Data entries
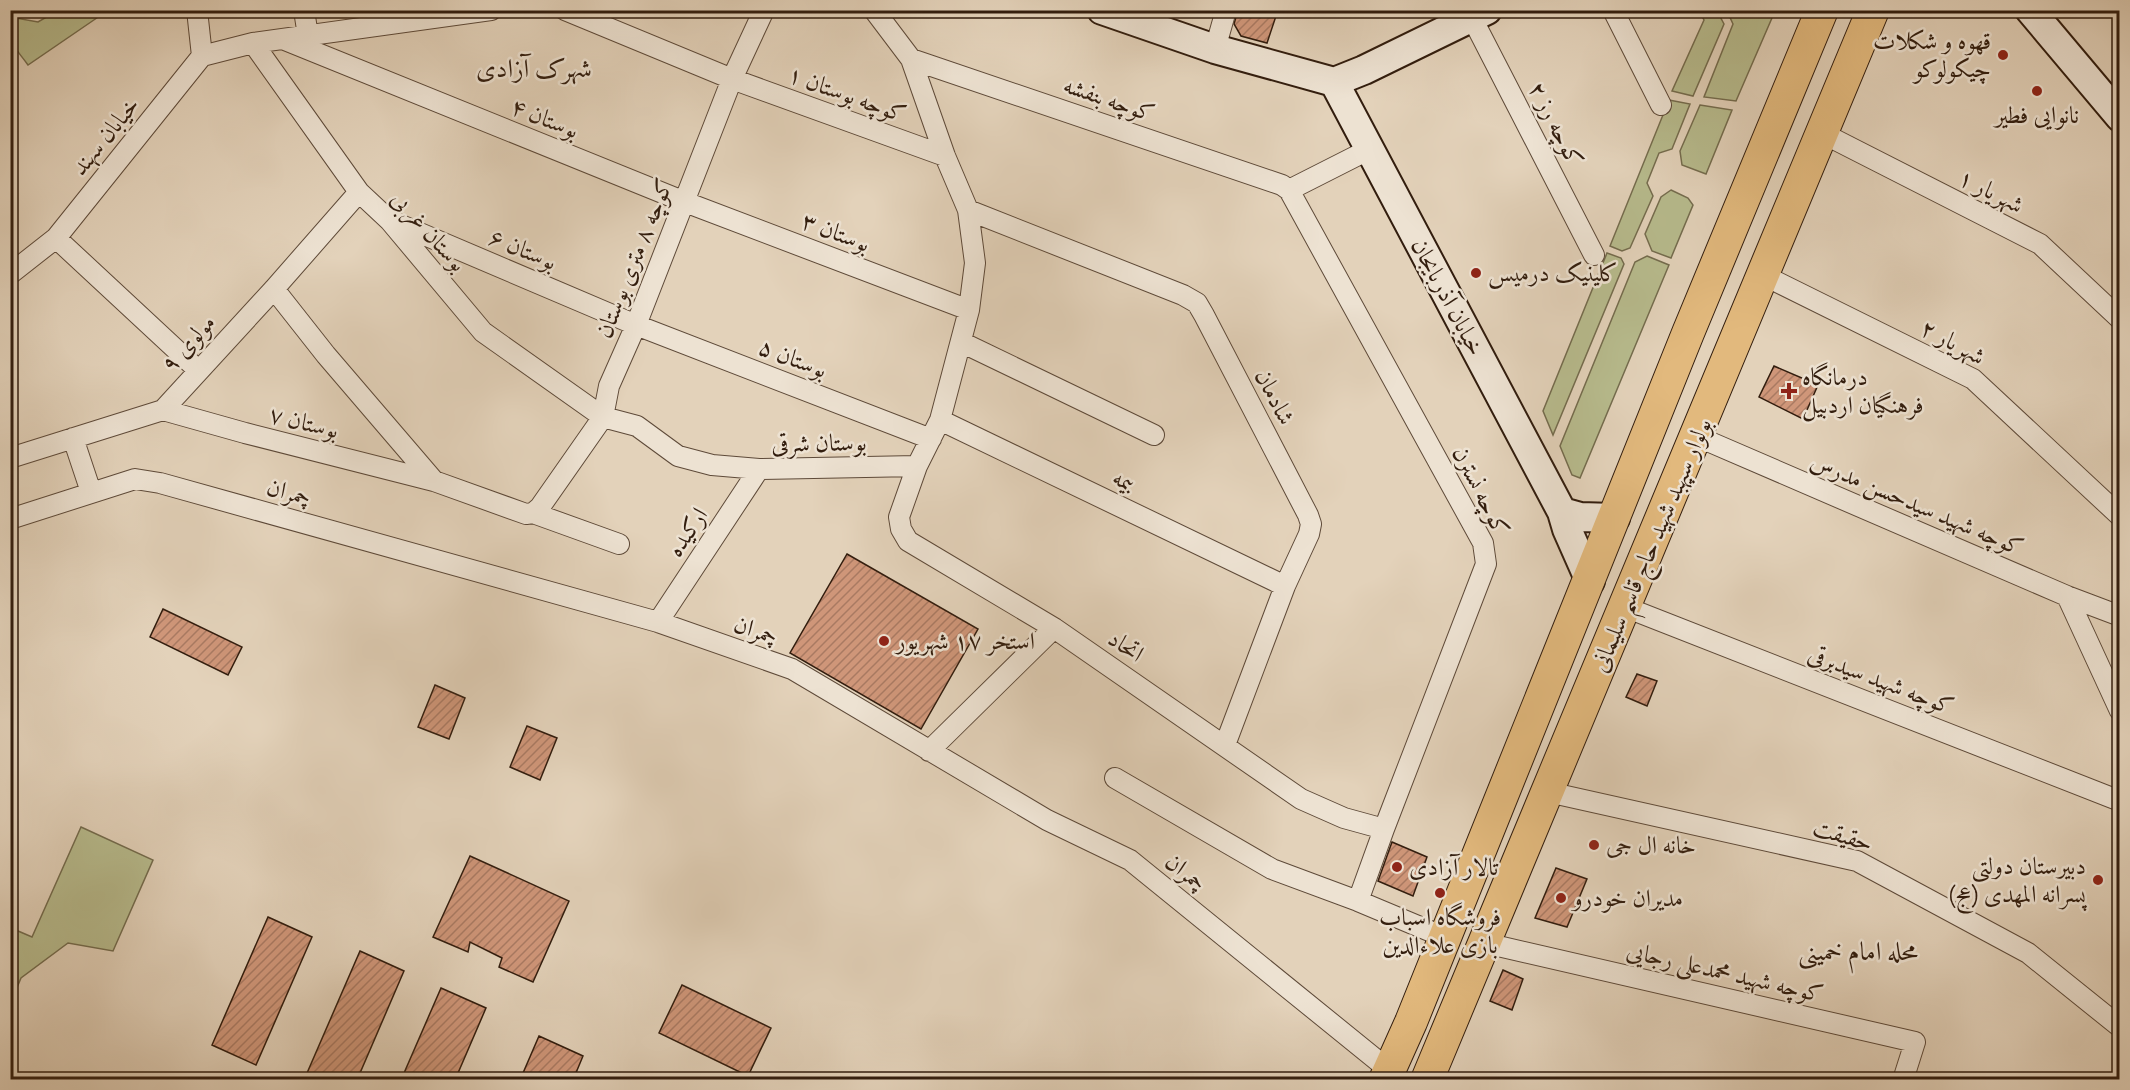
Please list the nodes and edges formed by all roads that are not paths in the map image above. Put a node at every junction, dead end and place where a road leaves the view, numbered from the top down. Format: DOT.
graph roads {
  1 [pos="197,10"];
  2 [pos="304,10"];
  3 [pos="491,10"];
  4 [pos="565,10"];
  5 [pos="764,10"];
  6 [pos="874,10"];
  7 [pos="1102,10"];
  8 [pos="1226,10"];
  9 [pos="1613,10"];
  10 [pos="1822,10"];
  11 [pos="1873,10"];
  12 [pos="2030,10"];
  13 [pos="1479,14"];
  14 [pos="308,36"];
  15 [pos="285,40"];
  16 [pos="253,43"];
  17 [pos="1215,49"];
  18 [pos="202,56"];
  19 [pos="911,59"];
  20 [pos="732,79"];
  21 [pos="1334,82"];
  22 [pos="1661,105"];
  23 [pos="2120,117"];
  24 [pos="1822,134"];
  25 [pos="1370,149"];
  26 [pos="945,156"];
  27 [pos="1289,190"];
  28 [pos="359,192"];
  29 [pos="685,202"];
  30 [pos="968,210"];
  31 [pos="390,221"];
  32 [pos="56,238"];
  33 [pos="1594,255"];
  34 [pos="1766,269"];
  35 [pos="10,274"];
  36 [pos="274,289"];
  37 [pos="969,310"];
  38 [pos="2120,319"];
  39 [pos="636,325"];
  40 [pos="1688,333"];
  41 [pos="961,342"];
  42 [pos="198,370"];
  43 [pos="163,410"];
  44 [pos="603,417"];
  45 [pos="940,420"];
  46 [pos="1154,435"];
  47 [pos="1696,436"];
  48 [pos="73,438"];
  49 [pos="931,439"];
  50 [pos="10,458"];
  51 [pos="917,466"];
  52 [pos="759,469"];
  53 [pos="434,481"];
  54 [pos="91,492"];
  55 [pos="1562,512"];
  56 [pos="533,513"];
  57 [pos="2120,516"];
  58 [pos="1615,518"];
  59 [pos="10,519"];
  60 [pos="618,544"];
  61 [pos="1590,581"];
  62 [pos="1286,586"];
  63 [pos="2067,596"];
  64 [pos="1625,607"];
  65 [pos="2120,616"];
  66 [pos="658,622"];
  67 [pos="1054,628"];
  68 [pos="2120,711"];
  69 [pos="1225,745"];
  70 [pos="929,751"];
  71 [pos="1115,778"];
  72 [pos="1548,792"];
  73 [pos="2120,801"];
  74 [pos="1384,829"];
  75 [pos="1358,901"];
  76 [pos="1444,937"];
  77 [pos="1485,943"];
  78 [pos="2120,1027"];
  79 [pos="1387,1075"];
  80 [pos="1427,1080"];
  81 [pos="1903,1080"];
  1 -- 18 [label="street"];
  2 -- 14 [label="street"];
  3 -- 14 [label="street"];
  4 -- 20 [label="street, کوچه بوستان ۱"];
  5 -- 20 [label="street, کوچه ۸ متری بوستان"];
  6 -- 19 [label="street"];
  7 -- 17 [label="street"];
  8 -- 17 [label="street"];
  9 -- 22 [label="street"];
  10 -- 40 [label="main road, بولوار سپهبد شهید حاج قاسم سلیمانی"];
  11 -- 24 [label="main road, بولوار سپهبد شهید حاج قاسم سلیمانی"];
  12 -- 23 [label="street"];
  13 -- 21 [label="street"];
  13 -- 33 [label="street, کوچه رز ۲"];
  14 -- 15 [label="street"];
  15 -- 16 [label="street"];
  15 -- 29 [label="street, بوستان ۴"];
  16 -- 18 [label="street"];
  16 -- 28 [label="street, بوستان غربی"];
  17 -- 21 [label="street"];
  18 -- 32 [label="street, خیابان سهند"];
  19 -- 26 [label="street"];
  19 -- 27 [label="street, کوچه بنفشه"];
  20 -- 26 [label="street, کوچه بوستان ۱"];
  20 -- 29 [label="street, کوچه ۸ متری بوستان"];
  21 -- 25 [label="street, خیابان آذربایجان"];
  24 -- 34 [label="main road, بولوار سپهبد شهید حاج قاسم سلیمانی"];
  24 -- 38 [label="street, شهریار ۱"];
  25 -- 27 [label="street"];
  25 -- 55 [label="street, خیابان آذربایجان"];
  26 -- 30 [label="street"];
  27 -- 74 [label="street, کوچه نسترن"];
  28 -- 31 [label="street, بوستان غربی"];
  28 -- 36 [label="street, مولوی ۹"];
  29 -- 37 [label="street, بوستان ۳"];
  29 -- 39 [label="street, کوچه ۸ متری بوستان"];
  30 -- 37 [label="street"];
  30 -- 62 [label="street, شادمان"];
  31 -- 39 [label="street, بوستان ۶"];
  31 -- 44 [label="street, بوستان غربی"];
  32 -- 35 [label="street, خیابان سهند"];
  32 -- 42 [label="street"];
  34 -- 40 [label="main road"];
  34 -- 47 [label="main road, بولوار سپهبد شهید حاج قاسم سلیمانی"];
  34 -- 57 [label="street, شهریار ۲"];
  36 -- 42 [label="street, مولوی ۹"];
  36 -- 53 [label="street, بوستان ۷"];
  37 -- 41 [label="street"];
  39 -- 44 [label="street, کوچه ۸ متری بوستان"];
  39 -- 49 [label="street, بوستان ۵"];
  40 -- 58 [label="main road, بولوار سپهبد شهید حاج قاسم سلیمانی"];
  41 -- 45 [label="street"];
  41 -- 46 [label="street"];
  42 -- 43 [label="street, مولوی ۹"];
  43 -- 48 [label="street, مولوی ۹"];
  43 -- 53 [label="street, بوستان ۷"];
  44 -- 52 [label="street, بوستان شرقی"];
  44 -- 56 [label="street, کوچه ۸ متری بوستان"];
  45 -- 49 [label="street"];
  45 -- 62 [label="street, بیمه"];
  47 -- 63 [label="street, کوچه شهید سیدحسن مدرس"];
  47 -- 64 [label="main road, بولوار سپهبد شهید حاج قاسم سلیمانی"];
  48 -- 50 [label="street, مولوی ۹"];
  48 -- 54 [label="street"];
  49 -- 51 [label="street"];
  51 -- 52 [label="street, بوستان شرقی"];
  51 -- 67 [label="street, اتحاد"];
  52 -- 66 [label="street, ارکیده"];
  53 -- 56 [label="street, بوستان ۷"];
  54 -- 59 [label="street, چمران"];
  54 -- 66 [label="street, چمران"];
  55 -- 58 [label="street"];
  55 -- 61 [label="street, خیابان آذربایجان"];
  56 -- 60 [label="street, بوستان ۷"];
  58 -- 61 [label="main road, بولوار سپهبد شهید حاج قاسم سلیمانی"];
  61 -- 76 [label="main road, بولوار سپهبد شهید حاج قاسم سلیمانی"];
  62 -- 69 [label="street, شادمان"];
  63 -- 65 [label="street, کوچه شهید سیدحسن مدرس"];
  63 -- 68 [label="street"];
  64 -- 72 [label="main road, بولوار سپهبد شهید حاج قاسم سلیمانی"];
  64 -- 73 [label="street, کوچه شهید سیدبرقی"];
  66 -- 70 [label="street, چمران"];
  67 -- 69 [label="street, اتحاد"];
  67 -- 70 [label="street"];
  69 -- 74 [label="street, اتحاد"];
  70 -- 79 [label="street, چمران"];
  71 -- 75 [label="street"];
  72 -- 77 [label="main road, بولوار سپهبد شهید حاج قاسم سلیمانی"];
  72 -- 78 [label="street, حقیقت"];
  74 -- 75 [label="street, کوچه نسترن"];
  75 -- 76 [label="street"];
  76 -- 79 [label="main road, بولوار سپهبد شهید حاج قاسم سلیمانی"];
  77 -- 80 [label="main road, بولوار سپهبد شهید حاج قاسم سلیمانی"];
  77 -- 81 [label="street, کوچه شهید محمدعلی رجایی"];
}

▶ WHAT YOU HAVE TO DO: Leave out the pictures, then return every line of the data exactly.

▶ ANSWER FOR THIS EXERCISE:
Please list the nodes and edges formed by all roads that are not paths in the map image above. Put a node at every junction, dead end and place where a road leaves the view, numbered from the top down. Format: DOT.
graph roads {
  1 [pos="197,10"];
  2 [pos="304,10"];
  3 [pos="491,10"];
  4 [pos="565,10"];
  5 [pos="764,10"];
  6 [pos="874,10"];
  7 [pos="1102,10"];
  8 [pos="1226,10"];
  9 [pos="1613,10"];
  10 [pos="1822,10"];
  11 [pos="1873,10"];
  12 [pos="2030,10"];
  13 [pos="1479,14"];
  14 [pos="308,36"];
  15 [pos="285,40"];
  16 [pos="253,43"];
  17 [pos="1215,49"];
  18 [pos="202,56"];
  19 [pos="911,59"];
  20 [pos="732,79"];
  21 [pos="1334,82"];
  22 [pos="1661,105"];
  23 [pos="2120,117"];
  24 [pos="1822,134"];
  25 [pos="1370,149"];
  26 [pos="945,156"];
  27 [pos="1289,190"];
  28 [pos="359,192"];
  29 [pos="685,202"];
  30 [pos="968,210"];
  31 [pos="390,221"];
  32 [pos="56,238"];
  33 [pos="1594,255"];
  34 [pos="1766,269"];
  35 [pos="10,274"];
  36 [pos="274,289"];
  37 [pos="969,310"];
  38 [pos="2120,319"];
  39 [pos="636,325"];
  40 [pos="1688,333"];
  41 [pos="961,342"];
  42 [pos="198,370"];
  43 [pos="163,410"];
  44 [pos="603,417"];
  45 [pos="940,420"];
  46 [pos="1154,435"];
  47 [pos="1696,436"];
  48 [pos="73,438"];
  49 [pos="931,439"];
  50 [pos="10,458"];
  51 [pos="917,466"];
  52 [pos="759,469"];
  53 [pos="434,481"];
  54 [pos="91,492"];
  55 [pos="1562,512"];
  56 [pos="533,513"];
  57 [pos="2120,516"];
  58 [pos="1615,518"];
  59 [pos="10,519"];
  60 [pos="618,544"];
  61 [pos="1590,581"];
  62 [pos="1286,586"];
  63 [pos="2067,596"];
  64 [pos="1625,607"];
  65 [pos="2120,616"];
  66 [pos="658,622"];
  67 [pos="1054,628"];
  68 [pos="2120,711"];
  69 [pos="1225,745"];
  70 [pos="929,751"];
  71 [pos="1115,778"];
  72 [pos="1548,792"];
  73 [pos="2120,801"];
  74 [pos="1384,829"];
  75 [pos="1358,901"];
  76 [pos="1444,937"];
  77 [pos="1485,943"];
  78 [pos="2120,1027"];
  79 [pos="1387,1075"];
  80 [pos="1427,1080"];
  81 [pos="1903,1080"];
  1 -- 18 [label="street"];
  2 -- 14 [label="street"];
  3 -- 14 [label="street"];
  4 -- 20 [label="street, کوچه بوستان ۱"];
  5 -- 20 [label="street, کوچه ۸ متری بوستان"];
  6 -- 19 [label="street"];
  7 -- 17 [label="street"];
  8 -- 17 [label="street"];
  9 -- 22 [label="street"];
  10 -- 40 [label="main road, بولوار سپهبد شهید حاج قاسم سلیمانی"];
  11 -- 24 [label="main road, بولوار سپهبد شهید حاج قاسم سلیمانی"];
  12 -- 23 [label="street"];
  13 -- 21 [label="street"];
  13 -- 33 [label="street, کوچه رز ۲"];
  14 -- 15 [label="street"];
  15 -- 16 [label="street"];
  15 -- 29 [label="street, بوستان ۴"];
  16 -- 18 [label="street"];
  16 -- 28 [label="street, بوستان غربی"];
  17 -- 21 [label="street"];
  18 -- 32 [label="street, خیابان سهند"];
  19 -- 26 [label="street"];
  19 -- 27 [label="street, کوچه بنفشه"];
  20 -- 26 [label="street, کوچه بوستان ۱"];
  20 -- 29 [label="street, کوچه ۸ متری بوستان"];
  21 -- 25 [label="street, خیابان آذربایجان"];
  24 -- 34 [label="main road, بولوار سپهبد شهید حاج قاسم سلیمانی"];
  24 -- 38 [label="street, شهریار ۱"];
  25 -- 27 [label="street"];
  25 -- 55 [label="street, خیابان آذربایجان"];
  26 -- 30 [label="street"];
  27 -- 74 [label="street, کوچه نسترن"];
  28 -- 31 [label="street, بوستان غربی"];
  28 -- 36 [label="street, مولوی ۹"];
  29 -- 37 [label="street, بوستان ۳"];
  29 -- 39 [label="street, کوچه ۸ متری بوستان"];
  30 -- 37 [label="street"];
  30 -- 62 [label="street, شادمان"];
  31 -- 39 [label="street, بوستان ۶"];
  31 -- 44 [label="street, بوستان غربی"];
  32 -- 35 [label="street, خیابان سهند"];
  32 -- 42 [label="street"];
  34 -- 40 [label="main road"];
  34 -- 47 [label="main road, بولوار سپهبد شهید حاج قاسم سلیمانی"];
  34 -- 57 [label="street, شهریار ۲"];
  36 -- 42 [label="street, مولوی ۹"];
  36 -- 53 [label="street, بوستان ۷"];
  37 -- 41 [label="street"];
  39 -- 44 [label="street, کوچه ۸ متری بوستان"];
  39 -- 49 [label="street, بوستان ۵"];
  40 -- 58 [label="main road, بولوار سپهبد شهید حاج قاسم سلیمانی"];
  41 -- 45 [label="street"];
  41 -- 46 [label="street"];
  42 -- 43 [label="street, مولوی ۹"];
  43 -- 48 [label="street, مولوی ۹"];
  43 -- 53 [label="street, بوستان ۷"];
  44 -- 52 [label="street, بوستان شرقی"];
  44 -- 56 [label="street, کوچه ۸ متری بوستان"];
  45 -- 49 [label="street"];
  45 -- 62 [label="street, بیمه"];
  47 -- 63 [label="street, کوچه شهید سیدحسن مدرس"];
  47 -- 64 [label="main road, بولوار سپهبد شهید حاج قاسم سلیمانی"];
  48 -- 50 [label="street, مولوی ۹"];
  48 -- 54 [label="street"];
  49 -- 51 [label="street"];
  51 -- 52 [label="street, بوستان شرقی"];
  51 -- 67 [label="street, اتحاد"];
  52 -- 66 [label="street, ارکیده"];
  53 -- 56 [label="street, بوستان ۷"];
  54 -- 59 [label="street, چمران"];
  54 -- 66 [label="street, چمران"];
  55 -- 58 [label="street"];
  55 -- 61 [label="street, خیابان آذربایجان"];
  56 -- 60 [label="street, بوستان ۷"];
  58 -- 61 [label="main road, بولوار سپهبد شهید حاج قاسم سلیمانی"];
  61 -- 76 [label="main road, بولوار سپهبد شهید حاج قاسم سلیمانی"];
  62 -- 69 [label="street, شادمان"];
  63 -- 65 [label="street, کوچه شهید سیدحسن مدرس"];
  63 -- 68 [label="street"];
  64 -- 72 [label="main road, بولوار سپهبد شهید حاج قاسم سلیمانی"];
  64 -- 73 [label="street, کوچه شهید سیدبرقی"];
  66 -- 70 [label="street, چمران"];
  67 -- 69 [label="street, اتحاد"];
  67 -- 70 [label="street"];
  69 -- 74 [label="street, اتحاد"];
  70 -- 79 [label="street, چمران"];
  71 -- 75 [label="street"];
  72 -- 77 [label="main road, بولوار سپهبد شهید حاج قاسم سلیمانی"];
  72 -- 78 [label="street, حقیقت"];
  74 -- 75 [label="street, کوچه نسترن"];
  75 -- 76 [label="street"];
  76 -- 79 [label="main road, بولوار سپهبد شهید حاج قاسم سلیمانی"];
  77 -- 80 [label="main road, بولوار سپهبد شهید حاج قاسم سلیمانی"];
  77 -- 81 [label="street, کوچه شهید محمدعلی رجایی"];
}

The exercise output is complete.